The case differs from the well-known cases of Nicklinson and Lamb in that Mr Conway's illness - Motor Neurone Disease - is terminal, and he is reported to have a life expectancy of 12 months. Motor Neurone Disease, 'a progressive neurodegenerative disease that... leads to weakness and wasting of muscles', must not be misunderstood as a simple disease with all diagnoses being linked to similar prognoses: patients can live for many years, depending on the strain and - significantly - the support given.

The NHS tells us that:

'There are about 5,000 people living with the condition in the UK at any one time.'

'Life expectancy for about half of those with the condition is three years from the start of symptoms. However, some people may live for up to 10 years, and in rarer circumstances even longer.

'Living with motor neurone disease is extremely challenging and often a terrifying possibility before the diagnosis is made. However, it's not necessarily as bleak as people imagine.

'With strong community and specialist support, many people can maintain some independence for a significant part of the condition's course, and experience a quality of life they may not have imagined was possible at the time of their diagnosis.

'The end of life for someone with motor neurone disease isn't usually distressing and is most often in their own home. In most cases, a person with the condition will die in their sleep...'

It is important, in media and public consideration of such cases, that MND not be misunderstood or misconstrued. People with MND can benefit from hospice care and support - yet too few are referred. The majority of people welcome and benefit from such support - people like Pam and Michael, who both value the current legal protections against pressures, real or imagined, to die. There are many ways we can as a society can better support people with conditions like MND, but hastening death by assisting suicide should not be one of them.

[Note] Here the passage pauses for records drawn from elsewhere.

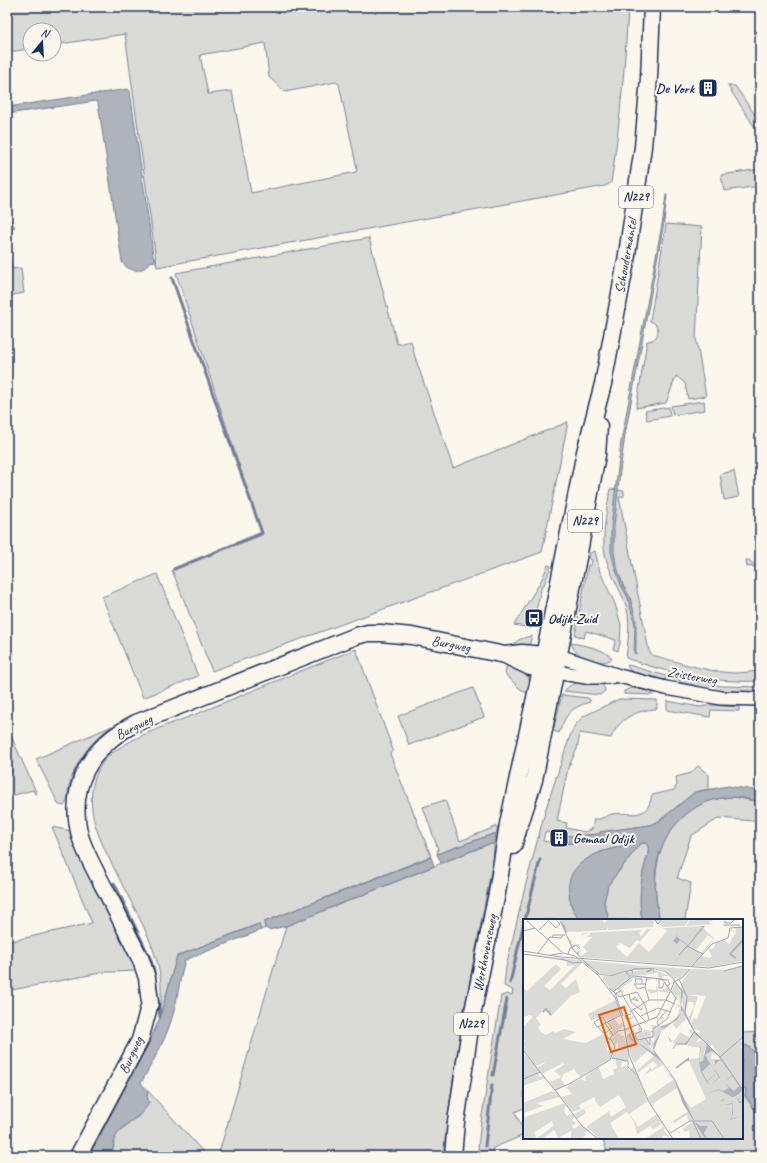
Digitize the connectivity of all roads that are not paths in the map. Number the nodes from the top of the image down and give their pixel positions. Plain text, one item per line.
1 (652, 7) edge
2 (550, 663) junction
3 (760, 699) edge
4 (78, 1156) edge
5 (453, 1156) edge

1 - 2 main road, Schoudermantel / N229
2 - 3 street, Zeisterweg
2 - 4 main road, Burgweg
2 - 5 main road, Werkhovenseweg / N229

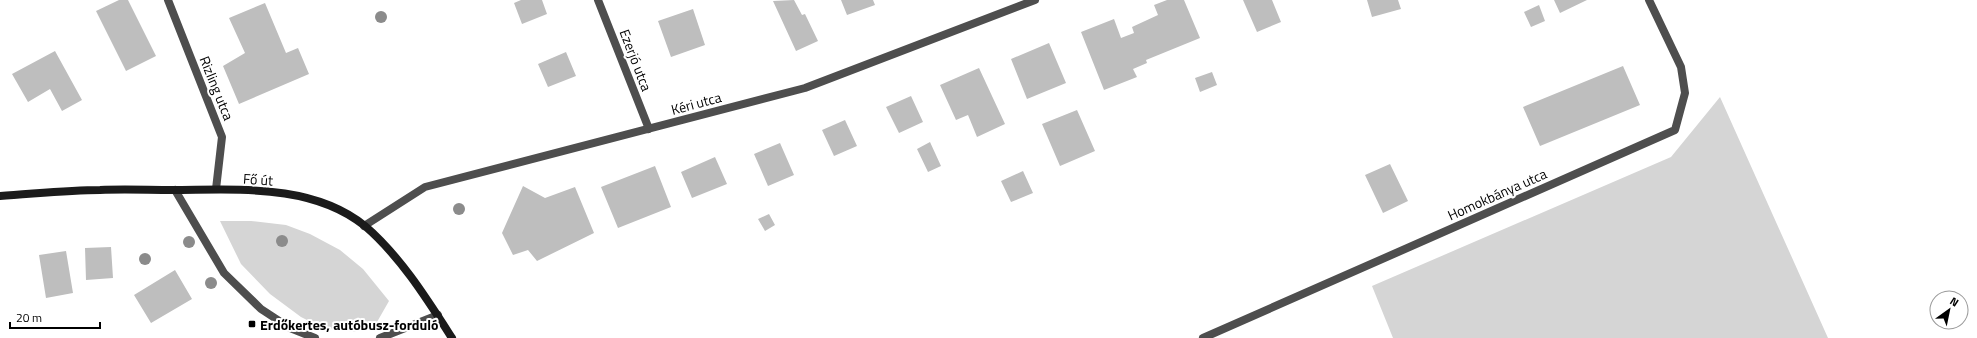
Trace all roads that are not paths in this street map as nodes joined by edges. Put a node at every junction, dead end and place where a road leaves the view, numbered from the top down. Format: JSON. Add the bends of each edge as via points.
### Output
{"nodes":[{"id":1,"x":168,"y":0,"type":"edge"},
{"id":2,"x":598,"y":0,"type":"edge"},
{"id":3,"x":1035,"y":0,"type":"edge"},
{"id":4,"x":1649,"y":0,"type":"edge"},
{"id":5,"x":649,"y":129,"type":"junction"},
{"id":6,"x":175,"y":190,"type":"junction"},
{"id":7,"x":216,"y":190,"type":"junction"},
{"id":8,"x":0,"y":196,"type":"edge"},
{"id":9,"x":364,"y":226,"type":"junction"},
{"id":10,"x":438,"y":315,"type":"junction"},
{"id":11,"x":315,"y":338,"type":"edge"},
{"id":12,"x":380,"y":338,"type":"edge"},
{"id":13,"x":452,"y":338,"type":"edge"},
{"id":14,"x":1203,"y":338,"type":"edge"}],
"edges":[{"from":1,"to":7,"type":"street","name":"Rizling utca","via":[[222,137]]},
{"from":2,"to":5,"type":"street","name":"Ezerjó utca"},
{"from":3,"to":5,"type":"street","name":"Kéri utca","via":[[805,88]]},
{"from":4,"to":14,"type":"street","name":"Homokbánya utca","via":[[1681,67],[1685,93],[1675,130]]},
{"from":5,"to":9,"type":"street","name":"Kéri utca","via":[[425,187]]},
{"from":6,"to":7,"type":"main road","name":"Fő út"},
{"from":6,"to":8,"type":"main road","name":"Fő út","via":[[99,190]]},
{"from":6,"to":11,"type":"street","via":[[224,273],[261,309],[290,328]]},
{"from":7,"to":9,"type":"main road","name":"Fő út","via":[[270,192],[310,198],[341,211]]},
{"from":9,"to":10,"type":"main road","name":"Fő út","via":[[399,264]]},
{"from":10,"to":12,"type":"street"},
{"from":10,"to":13,"type":"main road","name":"Fő út"}]}
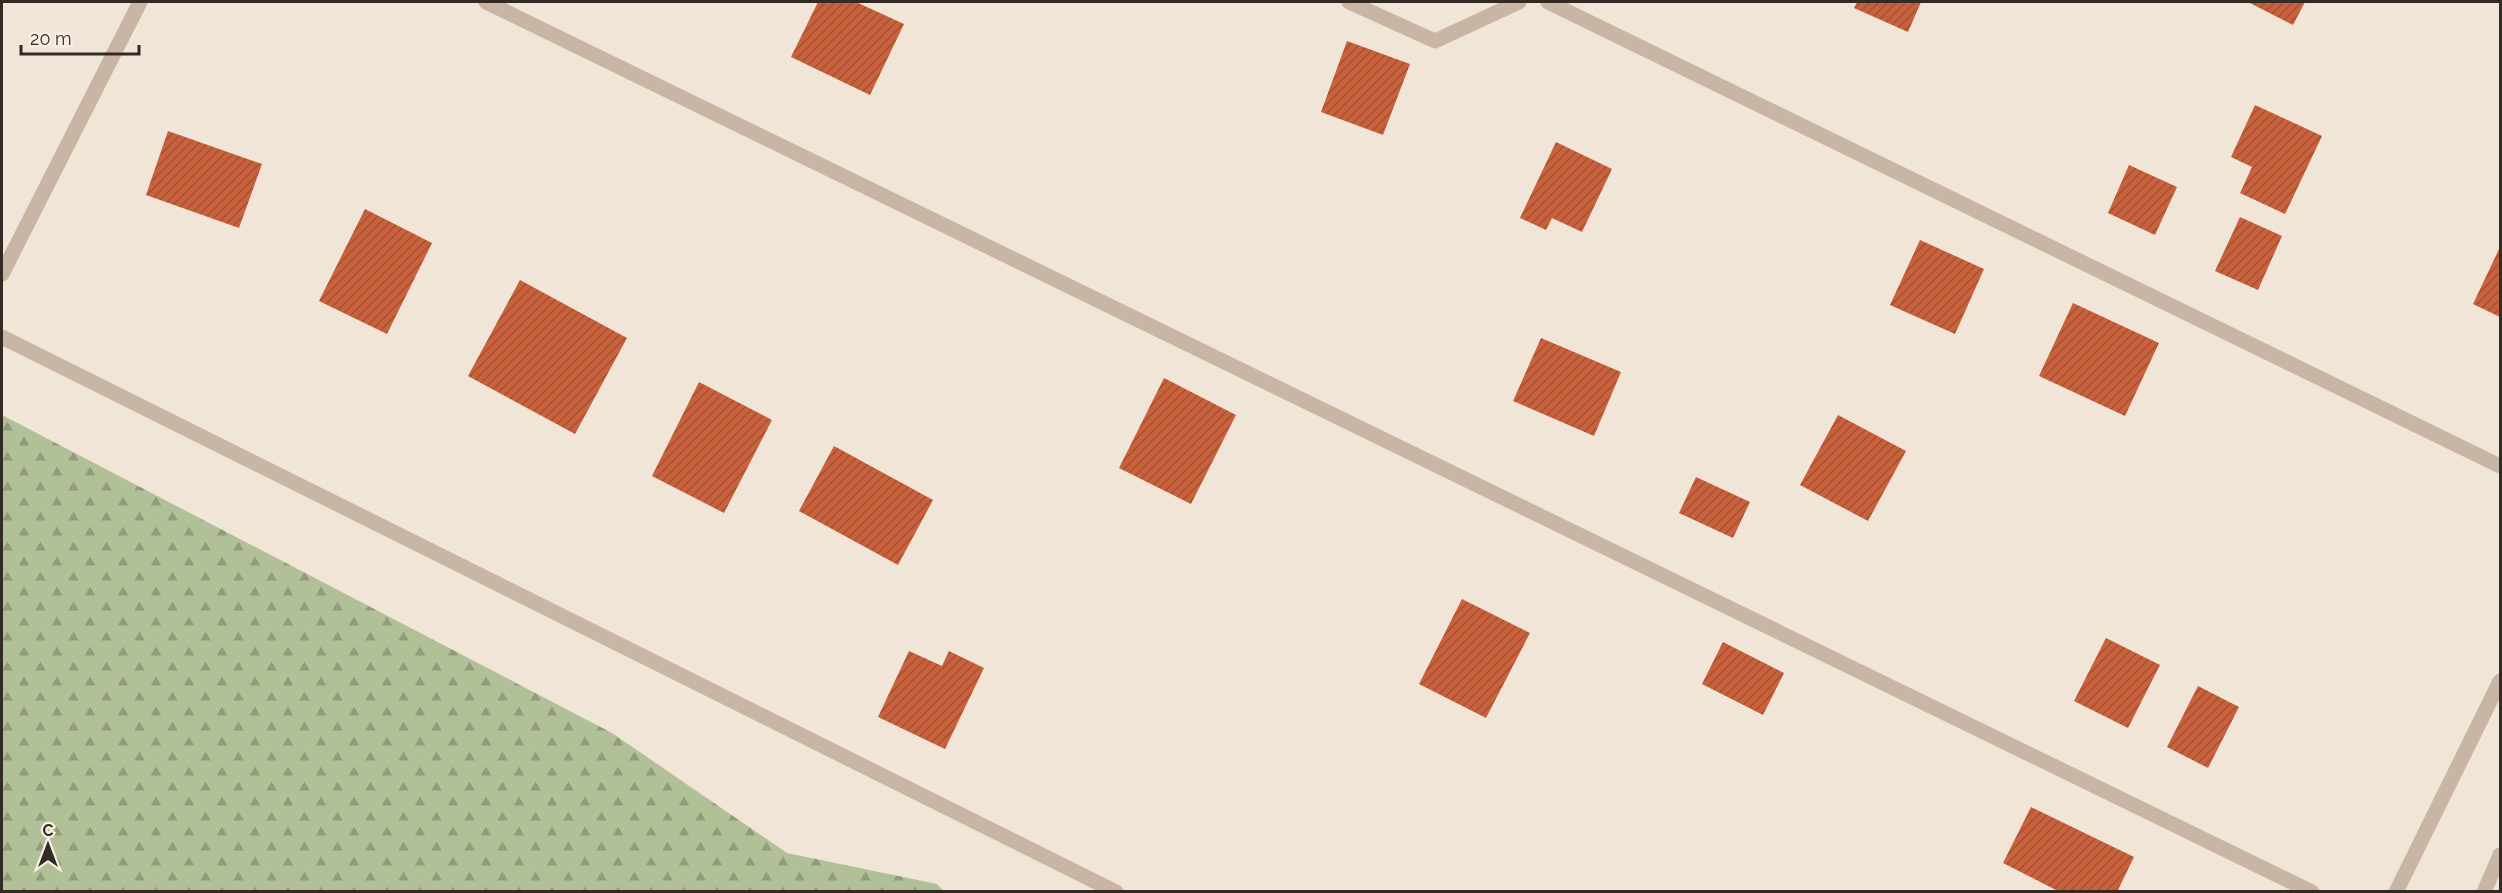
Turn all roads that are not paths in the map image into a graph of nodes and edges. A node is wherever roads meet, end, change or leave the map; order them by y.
1 (140, 2) edge
2 (486, 2) edge
3 (1349, 2) edge
4 (1519, 2) edge
5 (1548, 2) edge
6 (2, 274) edge
7 (2, 337) edge
8 (2500, 466) edge
9 (2500, 681) edge
10 (2500, 855) edge
11 (1116, 891) edge
12 (2312, 891) edge
13 (2396, 891) edge
14 (2484, 891) edge

1 - 6 lane
2 - 12 lane
3 - 4 lane
5 - 8 lane
7 - 11 lane
9 - 13 lane
10 - 14 lane

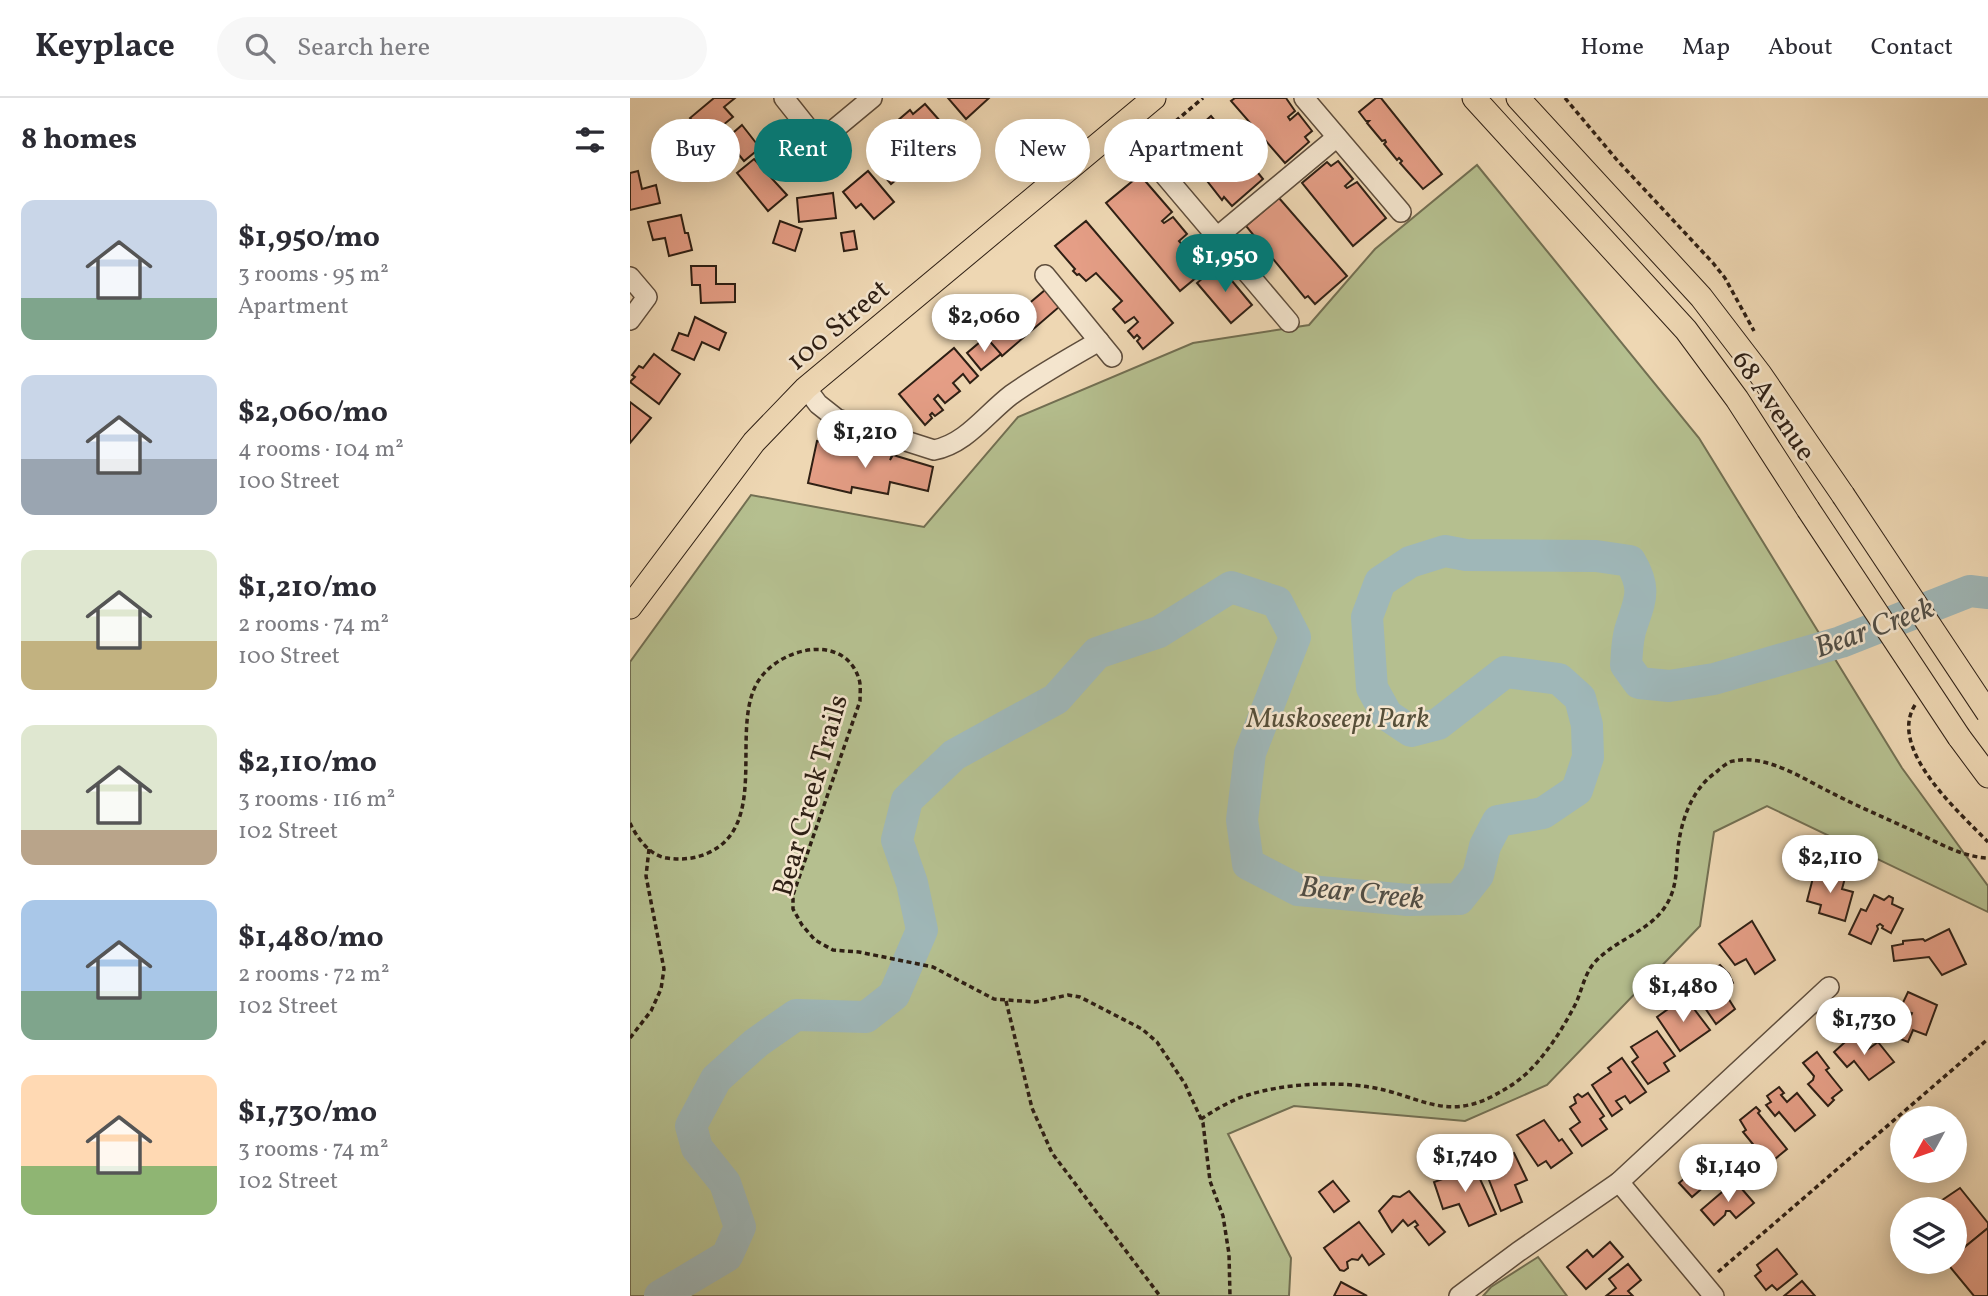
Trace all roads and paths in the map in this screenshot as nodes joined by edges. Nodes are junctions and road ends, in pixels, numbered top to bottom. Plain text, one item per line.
1 (784, 98) edge
2 (872, 98) edge
3 (1154, 98) edge
4 (1203, 98) edge
5 (1304, 98) edge
6 (1474, 98) edge
7 (1518, 98) edge
8 (1129, 119) edge
9 (1179, 119) edge
10 (1337, 137) junction
11 (1104, 140) edge
12 (1170, 182) edge
13 (1401, 212) dead end
14 (1217, 237) junction
15 (1045, 275) dead end
16 (630, 277) edge
17 (630, 320) edge
18 (1290, 322) dead end
19 (1099, 341) junction
20 (1112, 357) dead end
21 (806, 388) junction
22 (630, 607) edge
23 (1922, 699) dead end
24 (1988, 713) edge
25 (1988, 776) edge
26 (630, 823) edge
27 (1988, 842) edge
28 (649, 849) junction
29 (1988, 858) edge
30 (1829, 987) dead end
31 (1006, 1001) junction
32 (630, 1038) edge
33 (1988, 1039) edge
34 (1201, 1119) junction
35 (1619, 1182) junction
36 (1714, 1276) dead end
37 (1160, 1296) edge
38 (1230, 1296) edge
39 (1459, 1296) edge
40 (1714, 1296) edge

1 - 2 street
3 - 8 main road, 100 Street
4 - 9 path
5 - 10 street
6 - 25 main road, 68 Avenue, bridge
7 - 24 main road, 68 Avenue, bridge
10 - 13 street
10 - 14 street
11 - 21 main road, 100 Street
12 - 14 street
14 - 18 street
15 - 19 street
16 - 17 street
19 - 20 street
19 - 21 street
21 - 22 main road, 100 Street
23 - 27 path
26 - 28 path
28 - 31 path, Bear Creek Trails
28 - 32 path
29 - 34 path
30 - 35 street
31 - 34 path
31 - 37 path
33 - 36 path
34 - 38 path
35 - 39 street
35 - 40 street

That is especially true now, because the case being put to the courts, on the face of it, raises the same legal principles which were previously considered and rejected by the High Court; considered and rejected by the Court of Appeal; and considered and rejected by the Supreme Court.

The Supreme Court went so far as to press Parliament to debate whether such laws as advocates now call for the courts to erect should be put in place. Parliament did just that in September 2015, and after an informed debate, a packed House of Commons voted 330-118 against uncontrollable, unethical and unnecessary legal change.

It is incredible that fifteen months later, the Courts which rejected assisted suicide are again being asked the very same questions which the people's elected representatives in Westminster rejected by a 3-1 majority.

Dignity in Dying seem not to understand the meaning of the word 'no'.